* WHAT THE EXERCISE ASKS:
Every line below that includes the word "Lane" needs to be copied.

* INPUT FOR THIS TASK:
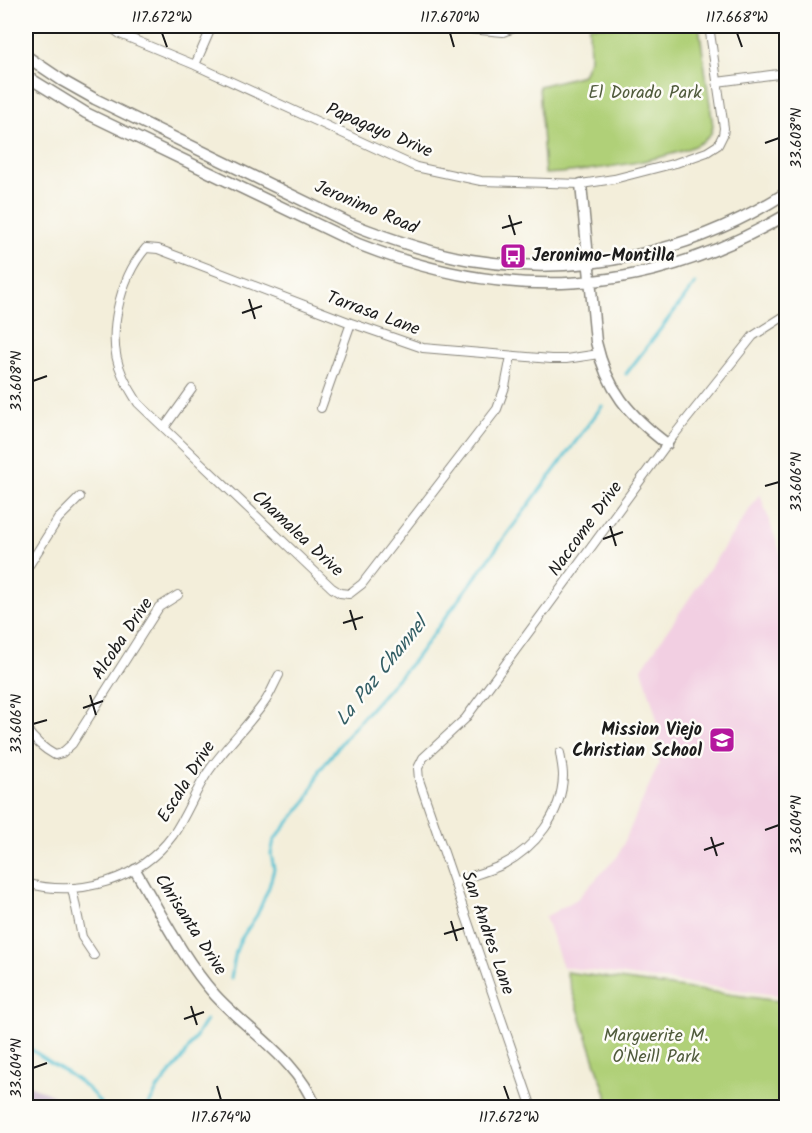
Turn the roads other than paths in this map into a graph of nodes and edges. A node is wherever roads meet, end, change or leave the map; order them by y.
1 (109, 26) edge
2 (212, 26) edge
3 (437, 26) edge
4 (520, 26) edge
5 (710, 26) edge
6 (26, 56) edge
7 (195, 64) junction
8 (786, 73) edge
9 (26, 76) edge
10 (717, 82) junction
11 (581, 184) junction
12 (786, 193) edge
13 (786, 215) edge
14 (146, 248) joint
15 (589, 264) junction
16 (591, 282) junction
17 (786, 315) edge
18 (351, 323) junction
19 (599, 354) junction
20 (511, 356) junction
21 (192, 389) dead end
22 (321, 408) dead end
23 (164, 428) junction
24 (667, 444) junction
25 (81, 497) dead end
26 (26, 570) edge
27 (178, 595) dead end
28 (279, 675) dead end
29 (26, 729) edge
30 (560, 753) dead end
31 (418, 768) joint
32 (135, 870) junction
33 (454, 882) junction
34 (26, 883) edge
35 (72, 888) junction
36 (94, 955) dead end
37 (316, 1107) edge
38 (532, 1107) edge

1 - 7 street, Papagayo Drive
2 - 7 street
3 - 4 street
5 - 10 street
6 - 15 main road, Jeronimo Road
7 - 11 street, Papagayo Drive
8 - 10 street
9 - 16 main road, Jeronimo Road
10 - 11 street, Papagayo Drive
11 - 15 main road
12 - 15 main road, Jeronimo Road
13 - 16 main road, Jeronimo Road
14 - 18 street, Tarrasa Lane
14 - 23 street, Chamalea Drive
15 - 16 main road
16 - 19 main road
17 - 24 street, Naccome Drive
18 - 20 street, Tarrasa Lane
18 - 22 street
19 - 20 street, Tarrasa Lane
19 - 24 main road
20 - 23 street, Chamalea Drive
21 - 23 street
24 - 31 street, Naccome Drive
25 - 26 street
27 - 29 street, Alcoba Drive
28 - 32 street, Escala Drive
30 - 33 street
31 - 33 street, San Andres Lane
32 - 35 street, Chrisanta Drive
32 - 37 main road, Chrisanta Drive
33 - 38 street, San Andres Lane
34 - 35 street, Chrisanta Drive
35 - 36 street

* TASK RESULT:
14 - 18 street, Tarrasa Lane
18 - 20 street, Tarrasa Lane
19 - 20 street, Tarrasa Lane
31 - 33 street, San Andres Lane
33 - 38 street, San Andres Lane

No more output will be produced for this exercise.